Search the entries for the word "screenshot" and pull out each line that has it.

▬▬▬▬▬▬

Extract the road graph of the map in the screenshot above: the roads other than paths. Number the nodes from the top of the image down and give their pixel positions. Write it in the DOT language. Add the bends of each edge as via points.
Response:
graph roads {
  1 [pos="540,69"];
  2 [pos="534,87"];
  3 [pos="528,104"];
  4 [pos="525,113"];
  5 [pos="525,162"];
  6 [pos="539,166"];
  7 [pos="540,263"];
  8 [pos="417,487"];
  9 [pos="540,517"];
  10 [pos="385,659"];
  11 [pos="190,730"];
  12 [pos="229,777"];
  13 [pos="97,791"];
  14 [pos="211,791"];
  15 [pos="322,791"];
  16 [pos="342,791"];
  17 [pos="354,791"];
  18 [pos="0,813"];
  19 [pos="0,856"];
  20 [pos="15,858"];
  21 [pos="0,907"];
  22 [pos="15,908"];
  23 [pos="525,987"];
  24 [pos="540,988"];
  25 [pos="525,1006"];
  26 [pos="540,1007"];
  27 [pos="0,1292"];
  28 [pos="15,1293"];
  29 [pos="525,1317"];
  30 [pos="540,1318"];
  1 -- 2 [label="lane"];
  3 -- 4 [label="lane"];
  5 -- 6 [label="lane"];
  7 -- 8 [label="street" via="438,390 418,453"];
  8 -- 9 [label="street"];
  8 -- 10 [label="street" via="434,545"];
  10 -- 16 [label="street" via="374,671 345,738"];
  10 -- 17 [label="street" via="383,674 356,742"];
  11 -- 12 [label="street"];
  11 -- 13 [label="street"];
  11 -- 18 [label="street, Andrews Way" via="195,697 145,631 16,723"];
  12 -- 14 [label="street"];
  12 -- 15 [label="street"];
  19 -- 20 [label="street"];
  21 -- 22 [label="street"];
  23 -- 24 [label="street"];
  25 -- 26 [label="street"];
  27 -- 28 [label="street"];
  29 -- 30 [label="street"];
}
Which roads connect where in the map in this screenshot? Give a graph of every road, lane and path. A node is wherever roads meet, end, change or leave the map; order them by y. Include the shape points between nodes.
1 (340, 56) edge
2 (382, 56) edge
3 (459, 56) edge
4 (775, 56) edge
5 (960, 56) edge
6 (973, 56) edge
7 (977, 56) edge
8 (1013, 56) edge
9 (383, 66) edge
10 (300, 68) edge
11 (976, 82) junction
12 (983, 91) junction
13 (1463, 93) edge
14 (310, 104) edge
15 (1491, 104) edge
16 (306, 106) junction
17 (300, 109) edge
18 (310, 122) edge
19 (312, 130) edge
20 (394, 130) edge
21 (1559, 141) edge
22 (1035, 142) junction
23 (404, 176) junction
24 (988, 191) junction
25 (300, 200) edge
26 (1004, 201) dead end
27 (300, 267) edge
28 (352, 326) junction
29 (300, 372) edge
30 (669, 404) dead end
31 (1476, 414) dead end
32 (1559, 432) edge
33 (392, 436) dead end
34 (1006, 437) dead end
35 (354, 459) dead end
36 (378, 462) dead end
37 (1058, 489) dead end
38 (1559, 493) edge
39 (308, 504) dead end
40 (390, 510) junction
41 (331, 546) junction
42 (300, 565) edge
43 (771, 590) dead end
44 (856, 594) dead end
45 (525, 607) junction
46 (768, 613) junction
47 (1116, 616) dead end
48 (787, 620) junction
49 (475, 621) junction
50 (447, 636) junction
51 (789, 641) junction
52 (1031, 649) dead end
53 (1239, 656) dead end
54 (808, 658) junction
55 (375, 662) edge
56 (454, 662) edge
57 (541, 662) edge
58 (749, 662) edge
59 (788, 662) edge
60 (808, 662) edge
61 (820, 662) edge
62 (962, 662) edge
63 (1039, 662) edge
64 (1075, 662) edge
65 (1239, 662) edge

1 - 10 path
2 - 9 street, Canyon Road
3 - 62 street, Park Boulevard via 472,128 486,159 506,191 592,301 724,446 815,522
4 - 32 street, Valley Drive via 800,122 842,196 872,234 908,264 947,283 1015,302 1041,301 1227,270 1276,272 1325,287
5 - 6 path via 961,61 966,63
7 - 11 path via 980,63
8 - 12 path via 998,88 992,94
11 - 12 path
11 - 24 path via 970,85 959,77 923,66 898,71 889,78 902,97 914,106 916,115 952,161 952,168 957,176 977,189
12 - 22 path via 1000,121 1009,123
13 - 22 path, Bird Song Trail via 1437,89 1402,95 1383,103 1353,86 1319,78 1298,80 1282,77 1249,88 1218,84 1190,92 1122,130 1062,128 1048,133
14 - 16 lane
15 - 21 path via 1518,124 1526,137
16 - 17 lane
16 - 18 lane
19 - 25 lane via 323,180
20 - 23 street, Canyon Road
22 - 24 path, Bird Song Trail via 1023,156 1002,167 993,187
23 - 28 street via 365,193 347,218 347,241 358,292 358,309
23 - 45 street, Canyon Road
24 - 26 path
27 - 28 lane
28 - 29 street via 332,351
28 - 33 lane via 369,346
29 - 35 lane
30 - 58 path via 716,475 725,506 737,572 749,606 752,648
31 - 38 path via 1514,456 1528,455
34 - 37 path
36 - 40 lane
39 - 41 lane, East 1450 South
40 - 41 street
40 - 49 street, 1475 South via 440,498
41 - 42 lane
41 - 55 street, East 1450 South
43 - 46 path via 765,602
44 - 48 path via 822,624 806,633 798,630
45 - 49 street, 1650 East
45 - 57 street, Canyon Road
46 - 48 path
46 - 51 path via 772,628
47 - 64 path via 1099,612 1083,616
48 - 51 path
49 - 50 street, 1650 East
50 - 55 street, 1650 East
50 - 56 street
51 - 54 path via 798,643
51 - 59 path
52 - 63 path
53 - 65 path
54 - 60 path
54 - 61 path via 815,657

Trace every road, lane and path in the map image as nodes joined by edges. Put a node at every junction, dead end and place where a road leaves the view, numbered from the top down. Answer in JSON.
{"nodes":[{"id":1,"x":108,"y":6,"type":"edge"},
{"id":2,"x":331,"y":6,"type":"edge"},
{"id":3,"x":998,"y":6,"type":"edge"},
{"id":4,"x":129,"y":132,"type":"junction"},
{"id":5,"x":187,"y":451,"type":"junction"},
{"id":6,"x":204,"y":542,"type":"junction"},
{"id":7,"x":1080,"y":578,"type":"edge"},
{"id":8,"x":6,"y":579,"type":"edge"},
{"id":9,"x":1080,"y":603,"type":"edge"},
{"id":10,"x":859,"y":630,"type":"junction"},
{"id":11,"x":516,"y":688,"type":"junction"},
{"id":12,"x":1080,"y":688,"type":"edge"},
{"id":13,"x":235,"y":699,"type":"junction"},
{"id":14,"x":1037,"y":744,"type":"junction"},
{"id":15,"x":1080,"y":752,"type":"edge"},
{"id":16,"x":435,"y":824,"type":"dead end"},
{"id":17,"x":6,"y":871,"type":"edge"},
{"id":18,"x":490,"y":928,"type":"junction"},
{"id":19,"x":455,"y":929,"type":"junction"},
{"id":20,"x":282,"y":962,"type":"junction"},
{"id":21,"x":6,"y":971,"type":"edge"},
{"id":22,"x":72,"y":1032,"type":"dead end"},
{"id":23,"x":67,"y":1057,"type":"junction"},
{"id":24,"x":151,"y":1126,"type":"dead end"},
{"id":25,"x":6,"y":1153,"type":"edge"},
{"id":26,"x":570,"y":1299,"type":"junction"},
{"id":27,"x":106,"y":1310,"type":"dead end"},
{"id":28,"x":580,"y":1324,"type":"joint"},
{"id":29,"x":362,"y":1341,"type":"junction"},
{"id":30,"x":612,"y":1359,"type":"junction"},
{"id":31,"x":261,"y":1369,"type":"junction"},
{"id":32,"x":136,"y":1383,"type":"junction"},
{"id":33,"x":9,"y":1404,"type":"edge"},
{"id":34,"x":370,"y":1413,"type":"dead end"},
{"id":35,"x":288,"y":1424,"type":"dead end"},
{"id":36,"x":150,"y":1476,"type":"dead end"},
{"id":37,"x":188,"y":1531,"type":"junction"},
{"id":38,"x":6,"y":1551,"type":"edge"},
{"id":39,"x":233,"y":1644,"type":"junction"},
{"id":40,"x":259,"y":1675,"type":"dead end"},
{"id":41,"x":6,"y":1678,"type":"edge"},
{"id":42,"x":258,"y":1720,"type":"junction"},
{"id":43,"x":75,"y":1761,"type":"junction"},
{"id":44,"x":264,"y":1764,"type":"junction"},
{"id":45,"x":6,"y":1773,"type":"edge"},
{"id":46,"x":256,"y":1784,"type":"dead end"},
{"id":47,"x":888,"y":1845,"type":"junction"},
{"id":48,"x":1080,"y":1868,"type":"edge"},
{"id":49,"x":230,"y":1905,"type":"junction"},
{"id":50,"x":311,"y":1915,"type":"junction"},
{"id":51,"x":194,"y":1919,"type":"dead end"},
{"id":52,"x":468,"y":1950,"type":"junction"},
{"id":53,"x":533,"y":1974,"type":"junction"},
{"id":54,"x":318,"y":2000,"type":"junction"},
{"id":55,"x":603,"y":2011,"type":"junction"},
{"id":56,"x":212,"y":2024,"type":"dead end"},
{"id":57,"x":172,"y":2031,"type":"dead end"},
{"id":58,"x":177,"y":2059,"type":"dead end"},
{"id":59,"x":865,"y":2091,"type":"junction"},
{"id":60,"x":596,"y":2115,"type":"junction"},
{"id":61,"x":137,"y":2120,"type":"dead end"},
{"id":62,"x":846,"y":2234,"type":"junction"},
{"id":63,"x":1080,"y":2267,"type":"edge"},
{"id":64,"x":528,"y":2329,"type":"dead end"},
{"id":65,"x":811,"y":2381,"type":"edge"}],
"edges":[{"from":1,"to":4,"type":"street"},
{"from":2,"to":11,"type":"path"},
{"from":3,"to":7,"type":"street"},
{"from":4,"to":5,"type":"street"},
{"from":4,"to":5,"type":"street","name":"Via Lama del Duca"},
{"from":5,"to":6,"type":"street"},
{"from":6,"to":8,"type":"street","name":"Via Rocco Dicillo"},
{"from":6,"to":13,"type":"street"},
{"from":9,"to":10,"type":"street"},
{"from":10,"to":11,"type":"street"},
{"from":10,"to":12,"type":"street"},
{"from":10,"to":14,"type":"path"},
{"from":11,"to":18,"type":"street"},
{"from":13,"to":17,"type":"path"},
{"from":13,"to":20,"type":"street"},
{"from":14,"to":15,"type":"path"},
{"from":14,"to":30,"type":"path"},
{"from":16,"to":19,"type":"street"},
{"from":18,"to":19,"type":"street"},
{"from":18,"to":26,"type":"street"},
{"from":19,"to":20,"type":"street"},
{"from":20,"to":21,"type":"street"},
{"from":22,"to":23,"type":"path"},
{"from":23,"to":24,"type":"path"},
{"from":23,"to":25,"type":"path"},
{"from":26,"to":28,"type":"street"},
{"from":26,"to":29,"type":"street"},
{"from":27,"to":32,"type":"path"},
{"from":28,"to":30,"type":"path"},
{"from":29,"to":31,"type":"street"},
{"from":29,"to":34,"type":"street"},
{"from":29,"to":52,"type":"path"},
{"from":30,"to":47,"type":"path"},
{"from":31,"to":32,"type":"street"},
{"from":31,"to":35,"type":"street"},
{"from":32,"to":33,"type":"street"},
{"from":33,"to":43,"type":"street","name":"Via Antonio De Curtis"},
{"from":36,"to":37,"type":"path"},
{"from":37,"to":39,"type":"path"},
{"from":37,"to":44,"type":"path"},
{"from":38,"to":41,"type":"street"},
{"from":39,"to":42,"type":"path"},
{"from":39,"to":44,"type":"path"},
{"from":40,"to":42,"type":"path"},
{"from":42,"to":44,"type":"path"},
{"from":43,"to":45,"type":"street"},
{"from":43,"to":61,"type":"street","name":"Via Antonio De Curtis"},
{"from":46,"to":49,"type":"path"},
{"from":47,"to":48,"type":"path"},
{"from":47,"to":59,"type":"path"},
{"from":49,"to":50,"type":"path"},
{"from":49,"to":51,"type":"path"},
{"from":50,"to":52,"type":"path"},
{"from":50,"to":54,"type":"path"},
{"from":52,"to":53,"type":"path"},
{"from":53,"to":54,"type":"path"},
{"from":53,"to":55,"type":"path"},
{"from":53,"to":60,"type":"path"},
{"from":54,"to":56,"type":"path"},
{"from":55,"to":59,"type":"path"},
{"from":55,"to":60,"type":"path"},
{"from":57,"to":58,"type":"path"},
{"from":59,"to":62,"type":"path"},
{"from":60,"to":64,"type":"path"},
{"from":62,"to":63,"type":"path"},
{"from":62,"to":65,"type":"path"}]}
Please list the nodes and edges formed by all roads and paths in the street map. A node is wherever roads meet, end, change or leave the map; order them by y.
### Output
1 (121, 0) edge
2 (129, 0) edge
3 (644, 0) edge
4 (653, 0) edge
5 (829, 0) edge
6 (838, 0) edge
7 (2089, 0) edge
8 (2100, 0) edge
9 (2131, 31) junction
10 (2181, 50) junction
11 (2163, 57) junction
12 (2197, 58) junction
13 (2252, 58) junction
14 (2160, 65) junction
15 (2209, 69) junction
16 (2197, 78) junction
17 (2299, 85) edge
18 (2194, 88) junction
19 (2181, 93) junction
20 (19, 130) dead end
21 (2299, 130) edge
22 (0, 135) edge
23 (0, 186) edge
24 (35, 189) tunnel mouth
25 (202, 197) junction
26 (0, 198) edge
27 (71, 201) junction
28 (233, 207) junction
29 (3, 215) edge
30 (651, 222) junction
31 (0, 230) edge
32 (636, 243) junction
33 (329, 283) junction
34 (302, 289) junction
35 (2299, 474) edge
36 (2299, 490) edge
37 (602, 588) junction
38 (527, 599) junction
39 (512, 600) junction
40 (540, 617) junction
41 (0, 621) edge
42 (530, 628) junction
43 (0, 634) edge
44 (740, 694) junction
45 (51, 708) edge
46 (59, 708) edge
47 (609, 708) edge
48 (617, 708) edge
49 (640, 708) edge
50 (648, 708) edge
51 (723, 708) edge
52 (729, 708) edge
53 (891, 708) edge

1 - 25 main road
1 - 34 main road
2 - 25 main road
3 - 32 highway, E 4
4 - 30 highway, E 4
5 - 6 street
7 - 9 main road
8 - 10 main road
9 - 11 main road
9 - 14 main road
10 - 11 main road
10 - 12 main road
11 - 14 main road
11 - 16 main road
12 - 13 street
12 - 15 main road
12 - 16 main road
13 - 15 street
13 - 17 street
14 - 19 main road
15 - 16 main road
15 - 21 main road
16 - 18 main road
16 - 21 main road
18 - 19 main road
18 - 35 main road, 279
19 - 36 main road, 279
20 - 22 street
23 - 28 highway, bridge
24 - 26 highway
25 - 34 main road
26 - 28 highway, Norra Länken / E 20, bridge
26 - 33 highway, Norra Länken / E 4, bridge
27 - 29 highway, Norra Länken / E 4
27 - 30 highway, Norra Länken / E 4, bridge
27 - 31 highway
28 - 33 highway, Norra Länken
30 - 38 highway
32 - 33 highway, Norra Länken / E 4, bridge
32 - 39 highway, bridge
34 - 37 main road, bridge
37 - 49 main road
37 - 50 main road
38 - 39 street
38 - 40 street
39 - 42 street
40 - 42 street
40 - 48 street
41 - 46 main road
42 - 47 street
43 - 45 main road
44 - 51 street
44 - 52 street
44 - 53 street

▬▬▬▬▬▬

— Exercise solution —
Extract the road graph of the map in the screenshot above: the roads other than paths. Number the nodes from the top of the image down and give their pixel positions. Write it in the DOT language. Add the bends of each edge as via points.
Which roads connect where in the map in this screenshot? Give a graph of every road, lane and path. A node is wherever roads meet, end, change or leave the map; order them by y. Include the shape points between nodes.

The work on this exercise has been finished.